Credit Hours

Some of our most accomplished leaders in a wide variety of areas were largely self-educated. Abraham Lincoln, for example, was a self-educated attorney. Over time post-secondary institutions began to become more valuable, but that created a problem. At the time, there was no way to compare education achievement across the institutions. Some standard of comparison was needed.

In the late 19th century, Charles Eliot proposed the first standard based on what was called a credit hour. The standard was developed for secondary education as well as post-secondary education. The secondary standard was accepted in 1894.

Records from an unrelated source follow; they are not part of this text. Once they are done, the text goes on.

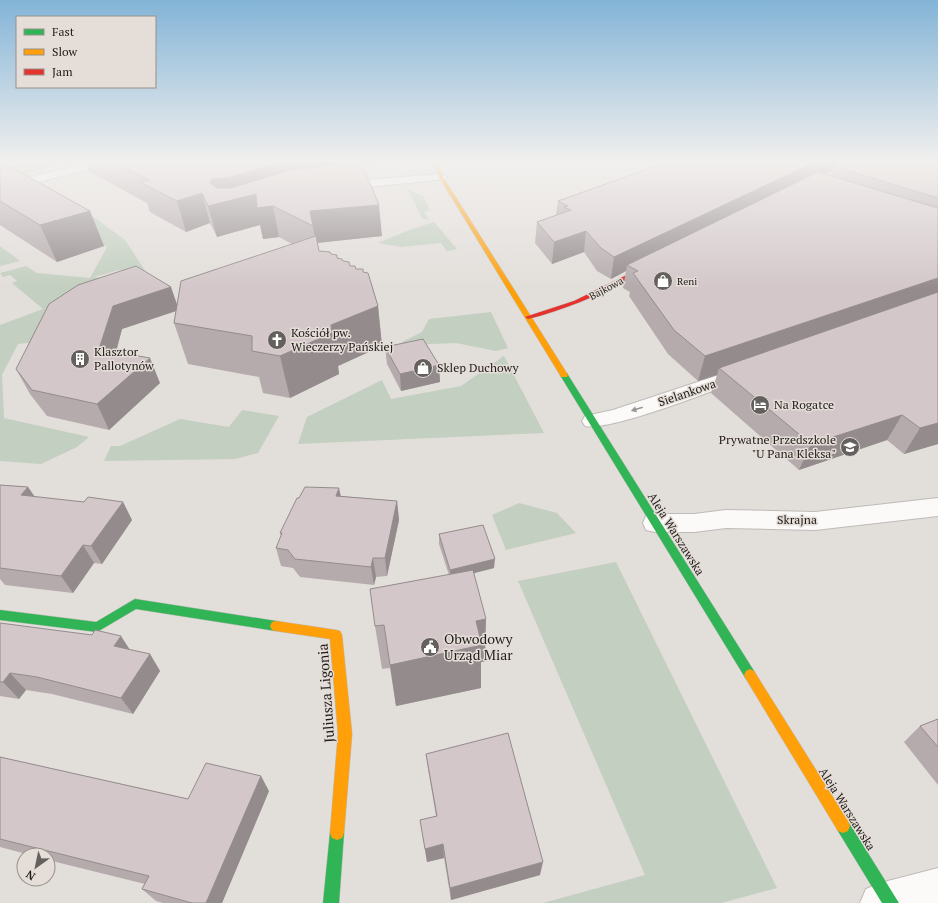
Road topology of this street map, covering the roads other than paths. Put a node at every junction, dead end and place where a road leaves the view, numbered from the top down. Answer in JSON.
{"nodes":[{"id":1,"x":458,"y":204,"type":"edge"},
{"id":2,"x":661,"y":260,"type":"edge"},
{"id":3,"x":528,"y":317,"type":"junction"},
{"id":4,"x":762,"y":366,"type":"edge"},
{"id":5,"x":592,"y":421,"type":"junction"},
{"id":6,"x":938,"y":507,"type":"edge"},
{"id":7,"x":655,"y":523,"type":"junction"},
{"id":8,"x":0,"y":614,"type":"edge"},
{"id":9,"x":938,"y":887,"type":"edge"},
{"id":10,"x":887,"y":902,"type":"edge"},
{"id":11,"x":331,"y":903,"type":"edge"}],
"edges":[{"from":1,"to":3,"type":"street","name":"Aleja Warszawska"},
{"from":2,"to":3,"type":"street","name":"Bajkowa"},
{"from":3,"to":5,"type":"street","name":"Aleja Warszawska"},
{"from":4,"to":5,"type":"street","name":"Sielankowa","one_way":true},
{"from":5,"to":7,"type":"street","name":"Aleja Warszawska"},
{"from":6,"to":7,"type":"street","name":"Skrajna"},
{"from":7,"to":10,"type":"street","name":"Aleja Warszawska"},
{"from":8,"to":11,"type":"street","name":"Juliusza Ligonia"},
{"from":9,"to":10,"type":"street"}]}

The acceptance of a credit hour standard in colleges was delayed until 1906. When retirement pensions were developed for college faculty, there needed to be a qualification standard for faculty who qualified. Thus, colleges requiring 120 credit hours to graduate were adopted nationwide. One credit hour was defined as one hour of instruction for three days per week over a period of time that lapsed for 14-16 weeks.

Today the credit hour is a universally accepted standard for the content of a course. However, there are still challenges that have not been resolved. The first is the issue of how the standard is assured in the thousands of courses across America.

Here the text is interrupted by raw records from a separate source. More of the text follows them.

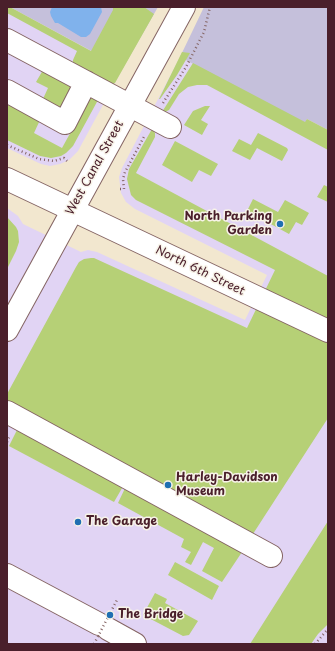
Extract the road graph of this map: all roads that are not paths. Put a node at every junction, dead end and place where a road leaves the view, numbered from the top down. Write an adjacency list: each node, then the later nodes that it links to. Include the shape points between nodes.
1 (184, 7): 5 (main road, West Canal Street)
2 (7, 40): 3 (main road)
3 (86, 82): 4 (main road, via 65,123); 5 (main road)
4 (7, 92)
5 (129, 105): 6 (main road); 8 (main road, West Canal Street)
6 (162, 123)
7 (7, 179): 8 (main road, North 6th Street)
8 (72, 210): 9 (main road, West Canal Street); 10 (main road, North 6th Street)
9 (7, 330)
10 (328, 332)
11 (7, 412): 12 (main road)
12 (271, 556)
13 (7, 575): 14 (main road)
14 (100, 633): 15 (main road)
15 (135, 644)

The second issue concerns what the standard should be for time requirements outside of the classroom. The Obama Administration established rules that defined one credit hour to be one hour in class and two hours of work outside of class. This rule was found to be hard to document by accreditation agencies. It was eliminated by the following administration.

What was begun in the late 19th and early 20th centuries is still not settled. In fact, there seems to be an effort to remove any standard for academic attainment. The emerging loss of meaning associated with what constitutes a credit hour is just one component of a general disintegration of educational standards at all levels.

It’s hard to continue to advance promising beginnings when there are powerful forces in opposition.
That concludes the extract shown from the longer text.